Gunyan 607-22
Yambirrku is the green parroƞish, totemic to the Maŋgalili clan. It was speared by the Maŋgalili ancestral hunter Muwandi at Djarrakpi from a special rock that bears the same name. The fish was taken back to Muwandi’s camp called Dhunwaŋguthi. The left over carcass was placed in a sand pit to keep the camp clean. The pit was to evolve into the Yiŋapuŋapu, the traditional mortuary sand sculpture where the body of a deceased Maŋgalili was placed to keep the contamination of death at bay. Paintings of the Yiŋapuŋapu are often depicted with the skeletal remains of Yambirrku in its middle.

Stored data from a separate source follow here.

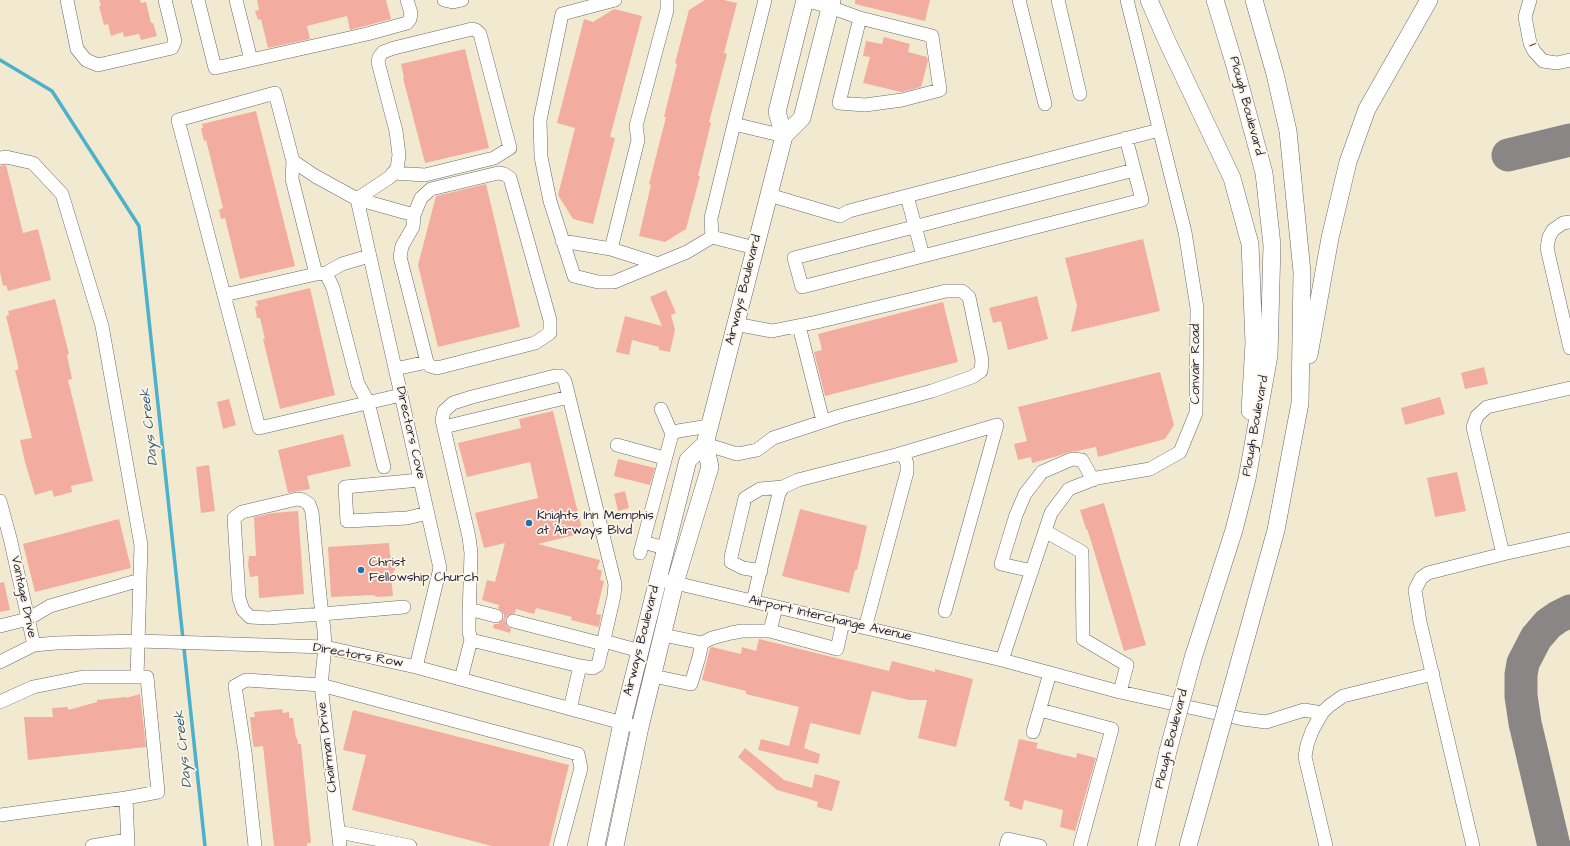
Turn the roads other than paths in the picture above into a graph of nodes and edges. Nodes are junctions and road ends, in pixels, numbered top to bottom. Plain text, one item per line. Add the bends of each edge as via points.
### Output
1 (68, 0) edge
2 (165, 0) edge
3 (198, 0) edge
4 (236, 0) edge
5 (407, 0) edge
6 (444, 0) edge
7 (462, 0) edge
8 (615, 0) edge
9 (667, 0) edge
10 (766, 0) edge
11 (805, 0) edge
12 (1019, 0) edge
13 (1058, 0) edge
14 (1127, 0) edge
15 (1149, 0) edge
16 (1215, 0) edge
17 (1254, 0) edge
18 (1429, 0) edge
19 (1530, 0) edge
20 (831, 3) edge
21 (860, 18) junction
22 (251, 60) junction
23 (1570, 60) edge
24 (1080, 94) dead end
25 (1045, 104) dead end
26 (734, 124) junction
27 (1159, 130) junction
28 (784, 136) junction
29 (1126, 138) junction
30 (0, 158) edge
31 (293, 161) junction
32 (1134, 170) junction
33 (393, 173) junction
34 (769, 195) junction
35 (907, 196) junction
36 (357, 198) junction
37 (414, 215) junction
38 (1570, 222) edge
39 (915, 227) junction
40 (712, 237) junction
41 (562, 241) junction
42 (755, 248) junction
43 (612, 249) junction
44 (370, 256) junction
45 (923, 256) junction
46 (658, 264) junction
47 (321, 274) junction
48 (224, 295) junction
49 (735, 324) junction
50 (799, 326) junction
51 (1570, 348) edge
52 (427, 362) junction
53 (395, 369) junction
54 (1570, 388) edge
55 (401, 395) junction
56 (569, 397) junction
57 (368, 402) junction
58 (1300, 403) junction
59 (661, 409) dead end
60 (823, 421) junction
61 (709, 426) junction
62 (444, 427) junction
63 (672, 434) junction
64 (705, 444) junction
65 (617, 445) dead end
66 (896, 455) junction
67 (664, 458) junction
68 (384, 467) dead end
69 (420, 480) junction
70 (1093, 480) junction
71 (1247, 480) junction
72 (783, 487) junction
73 (0, 501) edge
74 (428, 513) junction
75 (1045, 531) junction
76 (5, 539) edge
77 (1570, 539) edge
78 (665, 548) junction
79 (1503, 554) junction
80 (761, 571) junction
81 (1032, 571) junction
82 (658, 579) junction
83 (140, 580) junction
84 (675, 583) junction
85 (753, 601) junction
86 (404, 607) dead end
87 (776, 607) junction
88 (469, 609) junction
89 (946, 611) dead end
90 (322, 614) junction
91 (496, 616) dead end
92 (28, 618) junction
93 (513, 621) dead end
94 (843, 622) junction
95 (0, 626) edge
96 (865, 628) junction
97 (770, 631) junction
98 (663, 635) junction
99 (471, 640) junction
100 (139, 641) junction
101 (603, 643) junction
102 (702, 644) junction
103 (34, 645) junction
104 (325, 647) junction
105 (640, 651) junction
106 (1002, 660) junction
107 (0, 662) edge
108 (580, 666) junction
109 (416, 667) junction
110 (1050, 673) junction
111 (1433, 674) junction
112 (653, 676) junction
113 (137, 677) junction
114 (461, 679) junction
115 (321, 685) junction
116 (1120, 692) junction
117 (0, 702) edge
118 (570, 709) junction
119 (1040, 710) junction
120 (1322, 713) junction
121 (622, 723) junction
122 (640, 727) junction
123 (1034, 732) dead end
124 (126, 798) junction
125 (0, 816) edge
126 (339, 832) junction
127 (127, 843) edge
128 (92, 846) edge
129 (255, 846) edge
130 (340, 846) edge
131 (410, 846) edge
132 (560, 846) edge
133 (596, 846) edge
134 (615, 846) edge
135 (1006, 846) edge
136 (1040, 846) edge
137 (1080, 846) edge
138 (1146, 846) edge
139 (1188, 846) edge
140 (1326, 846) edge
141 (1474, 846) edge

1 - 2 street via 78,49 86,60 98,65 172,48 175,41
3 - 22 street via 215,68
4 - 22 street
5 - 22 street via 411,13 407,23
6 - 7 street
8 - 41 street via 562,14 540,120 541,157
9 - 43 street via 636,126 638,140
10 - 26 street
11 - 20 street
11 - 28 main road via 777,112
12 - 25 street
13 - 24 street
14 - 27 street, Convair Road
15 - 71 main road via 1232,178 1250,244 1254,343
16 - 71 main road, Plough Boulevard via 1264,173 1272,245 1269,355
17 - 58 main road via 1288,131 1302,272
18 - 58 main road via 1367,109 1348,162 1330,238
19 - 23 street, 1 via 1525,17 1534,51 1543,61 1557,63
20 - 21 street
20 - 28 main road via 802,118
21 - 21 street via 932,36 940,90 902,100 865,105 838,103
26 - 28 street
26 - 40 street via 711,218
27 - 29 street
27 - 70 street, Convair Road via 1185,232 1197,308 1196,413 1180,452 1150,469
28 - 34 main road, Airways Boulevard
29 - 32 street
29 - 35 street
30 - 83 street via 33,163 62,194 102,326 141,545
31 - 36 street via 314,176
31 - 47 street via 292,179
31 - 48 street via 275,93 178,120
32 - 39 street
32 - 45 street via 1142,200
33 - 33 street via 397,169 400,155 378,62 379,57 383,52 394,48 476,30 480,34 510,148 494,158 425,175
33 - 36 street
34 - 35 street via 840,216 849,211
34 - 42 main road, Airways Boulevard
35 - 39 street
36 - 37 street
36 - 44 street, Directors Cove
37 - 52 street via 413,228 402,246 400,257
37 - 52 street via 421,198 431,189 498,172 510,178 550,320 550,333 535,343 437,368
38 - 51 street via 1563,223 1553,230 1546,248
39 - 45 street
39 - 45 street via 794,258 802,287
40 - 42 street
40 - 46 street via 687,252
41 - 43 street
41 - 46 street via 574,276 598,282 614,282
42 - 49 main road, Airways Boulevard
43 - 46 street
44 - 47 street via 342,264
44 - 53 street, Directors Cove
47 - 48 street
47 - 57 street via 333,288 358,384
48 - 57 street via 258,428
49 - 50 street via 772,331
49 - 61 main road, Airways Boulevard
50 - 60 street
50 - 60 street via 946,291 962,291 968,297 982,360 981,371 972,377 932,391
52 - 53 street
53 - 55 street, Directors Cove
54 - 79 street via 1487,407 1480,412 1474,422 1474,435
55 - 57 street
55 - 69 street, Directors Cove
56 - 62 street
56 - 62 street via 565,381 561,376 555,376 453,403 444,411
56 - 101 street via 615,584
57 - 68 street
58 - 139 main road, bridge via 1276,530
59 - 63 street
60 - 64 street via 773,438 757,450 737,454
61 - 63 street
61 - 64 main road, Airways Boulevard
62 - 88 street via 469,537
63 - 67 street
64 - 78 main road, Airways Boulevard via 688,460
64 - 84 main road, Airways Boulevard via 710,467
65 - 67 street
66 - 72 street via 798,480
66 - 89 street via 997,425
66 - 96 street via 905,458 907,472
67 - 78 street via 641,548
69 - 74 street, Directors Cove
69 - 74 street via 345,487 347,521 406,518
70 - 75 street, Convair Road via 1069,489 1051,513
70 - 81 street via 1082,460 1072,459 1042,472 1025,494 1001,564
71 - 138 main road, Plough Boulevard, bridge via 1234,530 1193,658
72 - 80 street via 779,493
72 - 80 street via 760,489 745,498 731,562 743,568
73 - 76 street, Vantage Drive
74 - 109 street, Directors Cove via 440,568
75 - 81 street, Convair Road
75 - 116 street via 1082,552 1083,638 1127,665
76 - 92 street, Vantage Drive
77 - 79 street
78 - 82 main road, Airways Boulevard
79 - 111 street via 1428,573 1417,584 1416,603
80 - 85 street
81 - 106 street, Convair Road
82 - 84 street, Airport Interchange Avenue
82 - 105 main road, Airways Boulevard
83 - 92 street via 50,606
83 - 100 street
84 - 85 street, Airport Interchange Avenue
84 - 98 main road, Airways Boulevard
85 - 87 street, Airport Interchange Avenue
86 - 90 street
87 - 94 street, Airport Interchange Avenue
87 - 97 street
88 - 91 street
88 - 99 street
90 - 90 street via 312,512 309,504 297,499 238,514 234,518 234,525 239,598 247,615 257,618
90 - 104 street, Chairman Drive
92 - 95 street
92 - 103 street, Vantage Drive
93 - 101 street
94 - 96 street, Airport Interchange Avenue
94 - 97 street via 837,649
96 - 106 street, Airport Interchange Avenue
97 - 102 street via 731,633 712,638
98 - 102 street
98 - 112 main road, Airways Boulevard
99 - 108 street
99 - 114 street
100 - 103 street, Directors Row
100 - 104 street, Directors Row
100 - 113 street
101 - 105 street
101 - 108 street via 596,668
102 - 112 street via 690,684
103 - 107 street, Directors Row
104 - 109 street, Directors Row
104 - 115 street, Chairman Drive
105 - 121 main road, Airways Boulevard
106 - 110 street
108 - 118 street
109 - 114 street, Directors Row
110 - 116 street
110 - 119 street
111 - 120 street via 1343,696
111 - 141 street
112 - 122 main road, Airways Boulevard
113 - 117 street via 83,677 32,687
113 - 124 street via 147,677 158,792
114 - 118 street, Directors Row
115 - 126 street, Chairman Drive
115 - 129 street via 246,680 235,686
115 - 132 street via 578,754 581,768
116 - 120 street via 1266,722 1304,710
118 - 121 street, Directors Row
119 - 123 street
119 - 137 street via 1112,729
120 - 140 street via 1312,731 1305,757
121 - 122 street, Directors Row
121 - 133 main road, Airways Boulevard
122 - 134 main road, Airways Boulevard
124 - 125 street
124 - 127 street
126 - 130 street, Chairman Drive
126 - 131 street
127 - 128 street
135 - 136 street via 1008,839

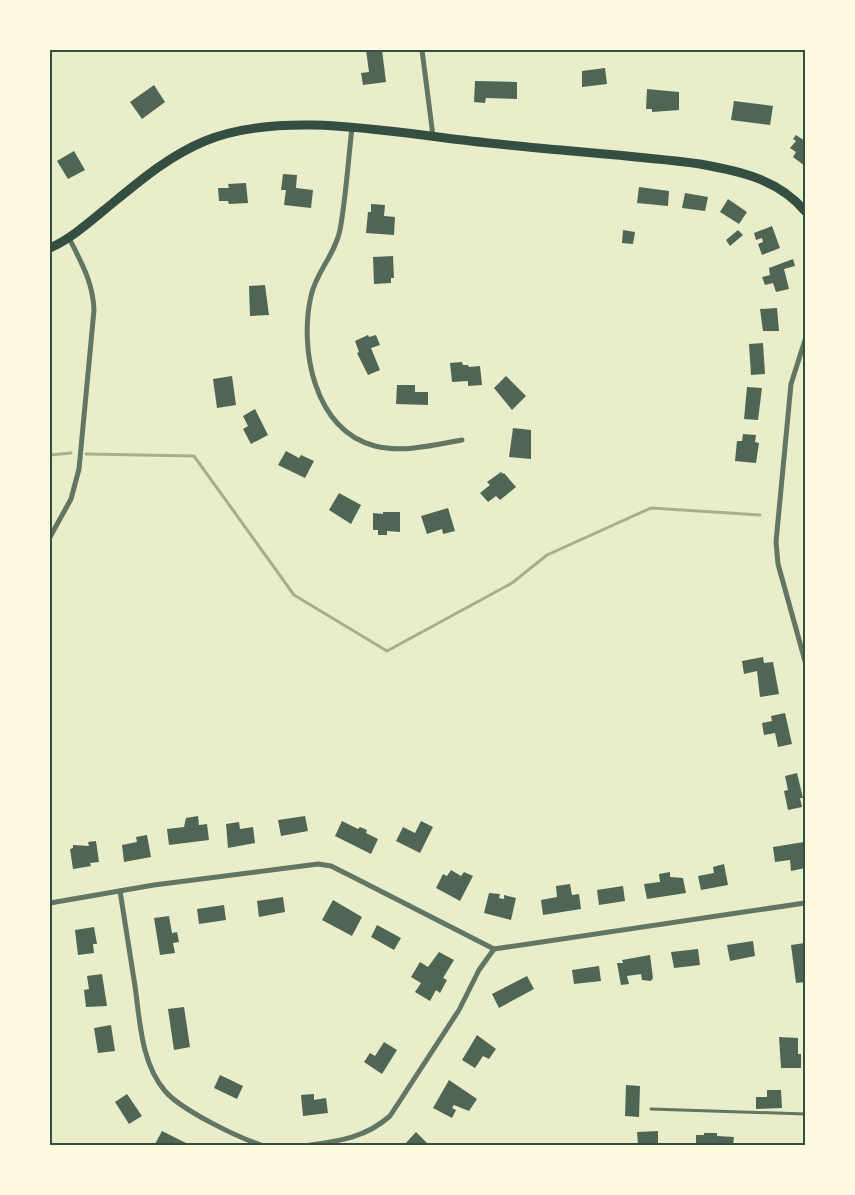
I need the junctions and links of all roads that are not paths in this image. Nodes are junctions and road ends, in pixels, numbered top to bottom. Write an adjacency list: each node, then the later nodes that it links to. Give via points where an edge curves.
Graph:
1 (422, 50): 3 (street)
2 (352, 128): 3 (main road); 5 (main road, via 251,127 203,142 177,154 149,174); 8 (street, via 340,230 333,252 311,293 309,306 307,350 316,386 335,420 363,442 404,448)
3 (433, 138): 4 (main road, via 636,156 726,168 770,183)
4 (805, 211)
5 (69, 238): 6 (main road); 9 (street, via 94,292 94,310 79,469 71,499)
6 (50, 248)
7 (805, 340): 10 (street, via 791,384 776,542 778,564)
8 (462, 440)
9 (50, 537)
10 (803, 646): 11 (street)
11 (805, 661)
12 (120, 891): 13 (street); 15 (street, via 318,864 331,866); 18 (street, via 144,1044 155,1077 176,1102 241,1138)
13 (50, 903)
14 (805, 903): 15 (street)
15 (494, 949): 19 (street, via 479,970 459,1010 390,1116 358,1137)
16 (652, 1109): 17 (lane)
17 (805, 1114)
18 (261, 1145)
19 (310, 1145)

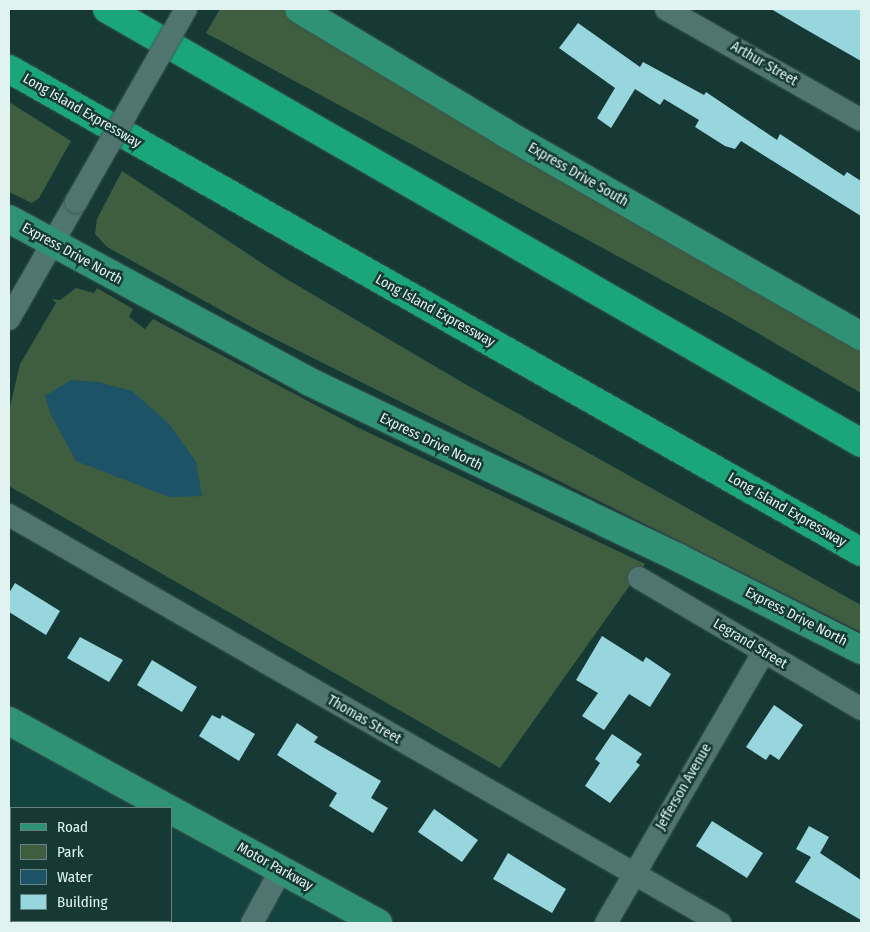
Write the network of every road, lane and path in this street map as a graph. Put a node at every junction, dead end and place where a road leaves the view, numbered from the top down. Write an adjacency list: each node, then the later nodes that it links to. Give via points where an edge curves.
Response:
1 (107, 9): 11 (highway)
2 (186, 9): 8 (street, bridge)
3 (299, 9): 10 (main road, Express Drive South, via 505,134)
4 (666, 9): 6 (street, Arthur Street)
5 (9, 68): 13 (highway, Long Island Expressway)
6 (861, 120)
7 (9, 219): 8 (main road, Express Drive North)
8 (53, 244): 9 (street); 15 (main road, Express Drive North, via 308,381 679,558)
9 (9, 319)
10 (861, 336)
11 (861, 442)
12 (9, 515): 22 (street, Thomas Street)
13 (861, 552)
14 (640, 578): 16 (street, Legrand Street)
15 (861, 650)
16 (764, 652): 17 (street, Legrand Street); 22 (street, Jefferson Avenue)
17 (861, 709)
18 (10, 726): 19 (main road)
19 (166, 807)
20 (172, 811): 21 (main road, Motor Parkway)
21 (281, 870): 23 (main road, Motor Parkway); 24 (street)
22 (634, 876): 26 (street, Jefferson Avenue); 27 (street, Thomas Street)
23 (351, 917): 25 (main road, Motor Parkway)
24 (252, 923)
25 (378, 923)
26 (606, 923)
27 (720, 923)

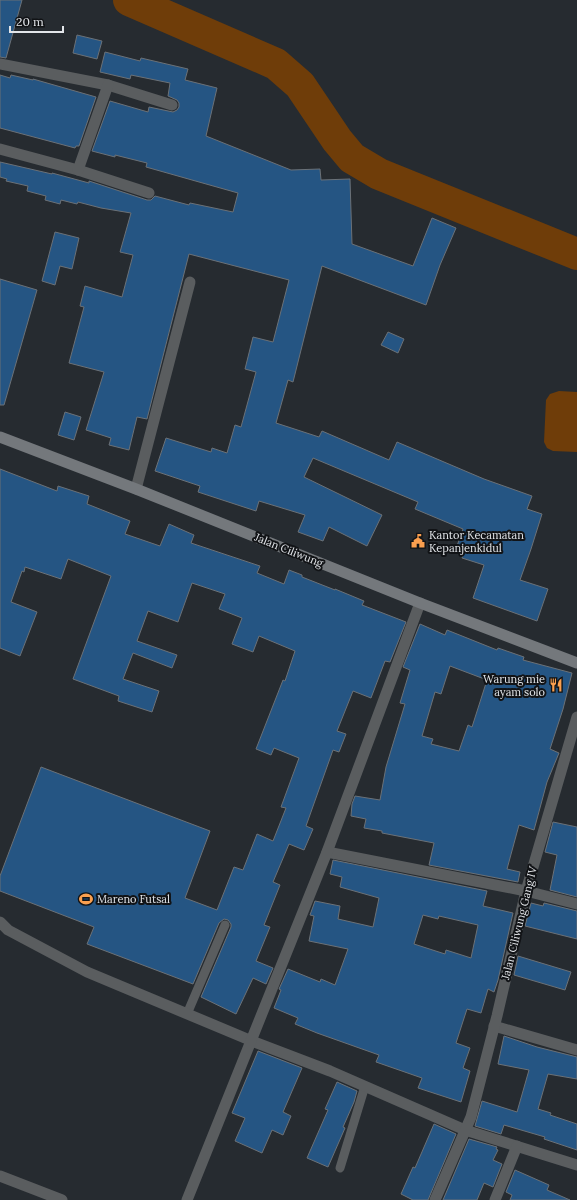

The ceremony concludes with a ritual meal of Yambirrku. Toilers in keeping the beach at Djarrakpi ritually pure are Gunyan totemic sand-crabs. It is their job to cleanse the bones of dangerous spirits held within the body tissue. A metaphor for this action of spiritual cleansing in mortuary ceremony is utilised in this painting by way of depicting Mirriya or Gunyan the sand or ghost crab picking the bones of a fish carcass (Yambirrku) on the beach. Contemporary Maŋgalili on the beaches of Djarrakpi put their food scraps in one place when at camp - the secular Yiŋupuŋapu.
This artwork has been signed by Caroline Dhamarrandji on behalf of Datjumula Guyula.